その晩のことでした。寝苦しさを感じたお客さんは真夜中に目が覚めたそうです。 
ふと、枕元に気配を感じたので、そちらを見ると、白い着物を着た女性が部屋を横切っているところでした。 
(女性といっても、足元しか見えなかったそうで、足の大きさや形からして女性と判断したらしい) 
それを見たお客さんは恐怖とか悪寒とかそんなことを一切感じず、ただ、「僕のお母さんが様子を見に来てくれたのかな?」 
と思ったそうです。 
        
翌日、そのことをお母さんに聞いてみたのですが、「知らない」の一点張りでした。親戚の伯母さんも「知らない」の一点張り。 

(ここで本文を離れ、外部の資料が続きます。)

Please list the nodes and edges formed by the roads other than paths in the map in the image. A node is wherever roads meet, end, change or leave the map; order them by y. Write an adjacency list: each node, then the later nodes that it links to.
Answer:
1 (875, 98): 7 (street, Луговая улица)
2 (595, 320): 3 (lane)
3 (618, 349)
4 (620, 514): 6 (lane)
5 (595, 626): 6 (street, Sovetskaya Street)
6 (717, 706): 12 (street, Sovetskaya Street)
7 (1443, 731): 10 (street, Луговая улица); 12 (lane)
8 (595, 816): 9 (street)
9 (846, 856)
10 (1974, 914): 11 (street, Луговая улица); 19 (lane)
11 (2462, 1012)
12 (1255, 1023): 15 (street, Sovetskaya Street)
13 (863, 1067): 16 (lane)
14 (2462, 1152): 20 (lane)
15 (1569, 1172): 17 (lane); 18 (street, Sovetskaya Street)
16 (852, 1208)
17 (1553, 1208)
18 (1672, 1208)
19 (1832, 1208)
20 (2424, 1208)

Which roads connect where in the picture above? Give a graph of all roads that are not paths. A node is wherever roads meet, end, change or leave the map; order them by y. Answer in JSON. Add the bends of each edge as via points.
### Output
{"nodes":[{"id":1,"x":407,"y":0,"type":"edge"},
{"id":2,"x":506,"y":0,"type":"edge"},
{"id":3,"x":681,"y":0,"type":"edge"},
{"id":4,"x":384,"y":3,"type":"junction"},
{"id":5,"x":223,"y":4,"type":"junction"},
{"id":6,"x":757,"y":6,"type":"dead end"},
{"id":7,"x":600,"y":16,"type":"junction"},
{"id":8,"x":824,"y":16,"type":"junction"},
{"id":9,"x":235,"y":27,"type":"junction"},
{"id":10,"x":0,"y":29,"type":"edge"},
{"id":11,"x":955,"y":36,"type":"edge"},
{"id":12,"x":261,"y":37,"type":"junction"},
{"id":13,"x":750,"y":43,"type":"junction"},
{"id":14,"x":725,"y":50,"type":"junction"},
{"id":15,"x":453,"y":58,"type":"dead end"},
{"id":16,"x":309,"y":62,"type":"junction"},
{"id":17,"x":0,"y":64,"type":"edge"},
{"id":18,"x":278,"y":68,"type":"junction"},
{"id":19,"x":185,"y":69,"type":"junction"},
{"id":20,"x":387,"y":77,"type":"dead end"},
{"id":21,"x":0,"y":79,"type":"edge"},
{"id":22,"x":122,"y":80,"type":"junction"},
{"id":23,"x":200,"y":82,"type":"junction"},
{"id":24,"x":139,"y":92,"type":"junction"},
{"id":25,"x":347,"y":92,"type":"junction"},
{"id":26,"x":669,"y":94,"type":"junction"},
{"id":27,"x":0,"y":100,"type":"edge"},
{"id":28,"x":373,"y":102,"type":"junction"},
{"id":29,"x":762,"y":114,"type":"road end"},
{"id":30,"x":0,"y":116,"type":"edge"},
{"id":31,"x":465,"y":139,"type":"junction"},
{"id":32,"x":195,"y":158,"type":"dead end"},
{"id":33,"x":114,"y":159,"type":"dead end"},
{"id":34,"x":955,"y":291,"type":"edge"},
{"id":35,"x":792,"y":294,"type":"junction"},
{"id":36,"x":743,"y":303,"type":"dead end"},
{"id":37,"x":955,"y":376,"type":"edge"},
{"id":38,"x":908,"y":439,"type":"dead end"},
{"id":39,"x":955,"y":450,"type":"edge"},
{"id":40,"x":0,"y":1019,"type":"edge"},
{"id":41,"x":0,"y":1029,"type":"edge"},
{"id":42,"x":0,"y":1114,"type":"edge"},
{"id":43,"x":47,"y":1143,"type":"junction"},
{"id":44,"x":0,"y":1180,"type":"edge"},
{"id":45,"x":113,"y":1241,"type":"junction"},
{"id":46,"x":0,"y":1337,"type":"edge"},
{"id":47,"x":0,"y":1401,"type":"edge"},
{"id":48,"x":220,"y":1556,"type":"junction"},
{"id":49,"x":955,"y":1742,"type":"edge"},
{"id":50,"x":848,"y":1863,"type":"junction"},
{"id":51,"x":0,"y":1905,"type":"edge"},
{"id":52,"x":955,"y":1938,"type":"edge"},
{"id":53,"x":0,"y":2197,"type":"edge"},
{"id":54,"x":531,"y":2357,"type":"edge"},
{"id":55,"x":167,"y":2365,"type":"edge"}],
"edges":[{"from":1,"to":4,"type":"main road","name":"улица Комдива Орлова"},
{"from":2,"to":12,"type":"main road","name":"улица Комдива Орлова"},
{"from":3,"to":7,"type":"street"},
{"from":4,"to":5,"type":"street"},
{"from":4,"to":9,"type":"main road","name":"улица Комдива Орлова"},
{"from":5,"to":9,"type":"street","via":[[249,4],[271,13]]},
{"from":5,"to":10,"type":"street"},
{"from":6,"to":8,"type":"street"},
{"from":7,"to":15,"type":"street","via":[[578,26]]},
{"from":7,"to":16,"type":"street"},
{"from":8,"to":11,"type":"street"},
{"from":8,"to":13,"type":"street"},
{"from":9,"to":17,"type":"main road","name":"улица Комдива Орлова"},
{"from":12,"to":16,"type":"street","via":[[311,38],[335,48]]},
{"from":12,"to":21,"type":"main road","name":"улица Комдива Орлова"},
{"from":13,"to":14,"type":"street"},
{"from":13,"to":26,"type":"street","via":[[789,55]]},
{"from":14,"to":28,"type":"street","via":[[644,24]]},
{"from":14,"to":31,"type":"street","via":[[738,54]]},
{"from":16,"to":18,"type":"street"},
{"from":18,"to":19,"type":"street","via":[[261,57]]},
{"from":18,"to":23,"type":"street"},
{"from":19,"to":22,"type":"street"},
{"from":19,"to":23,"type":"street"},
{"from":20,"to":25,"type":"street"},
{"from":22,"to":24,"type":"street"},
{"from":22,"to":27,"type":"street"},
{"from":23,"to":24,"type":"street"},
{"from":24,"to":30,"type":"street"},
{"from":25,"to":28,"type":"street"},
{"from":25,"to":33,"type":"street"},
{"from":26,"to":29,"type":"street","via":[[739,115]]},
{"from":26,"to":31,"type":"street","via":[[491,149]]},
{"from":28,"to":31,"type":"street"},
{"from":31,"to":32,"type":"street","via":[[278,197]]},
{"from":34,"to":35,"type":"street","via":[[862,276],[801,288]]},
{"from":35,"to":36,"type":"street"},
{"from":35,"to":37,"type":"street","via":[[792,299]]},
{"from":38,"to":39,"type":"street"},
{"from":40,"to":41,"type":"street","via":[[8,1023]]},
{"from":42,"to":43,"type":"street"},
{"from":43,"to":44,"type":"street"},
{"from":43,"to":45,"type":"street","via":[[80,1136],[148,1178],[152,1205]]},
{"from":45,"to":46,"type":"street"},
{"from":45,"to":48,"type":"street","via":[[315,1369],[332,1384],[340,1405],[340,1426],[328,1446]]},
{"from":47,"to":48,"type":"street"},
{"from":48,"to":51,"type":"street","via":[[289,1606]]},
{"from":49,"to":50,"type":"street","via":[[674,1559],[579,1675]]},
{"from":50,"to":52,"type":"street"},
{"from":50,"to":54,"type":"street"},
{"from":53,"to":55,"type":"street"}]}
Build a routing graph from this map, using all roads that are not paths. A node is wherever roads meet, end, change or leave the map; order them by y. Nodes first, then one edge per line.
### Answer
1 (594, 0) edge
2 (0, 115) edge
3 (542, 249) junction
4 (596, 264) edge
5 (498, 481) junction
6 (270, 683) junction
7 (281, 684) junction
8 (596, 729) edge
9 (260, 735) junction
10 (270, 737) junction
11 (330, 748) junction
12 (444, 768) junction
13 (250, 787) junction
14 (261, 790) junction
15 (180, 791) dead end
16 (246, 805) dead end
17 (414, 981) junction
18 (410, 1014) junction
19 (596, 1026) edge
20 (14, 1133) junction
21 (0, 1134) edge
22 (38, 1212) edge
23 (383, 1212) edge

お客さんは「????」と思っていたのですが、よくよく考えてみるとおかしなことに気づいたのです。 
それは、あの晩、白い着物を着ている人なんて誰もいなかったし、そもそも縁起の悪い白い着物を着て寝る人なんていない。 
じゃあ、あれは誰だったのか?? 
後日、お客さんはあの白い着物を着た女性は亡くなった親戚ではないかと思うようになりました。 
きっと、目の前で寝ている子どもたちのことが気になって夜な夜な出てきたのではないかと思います。 
        
以上です。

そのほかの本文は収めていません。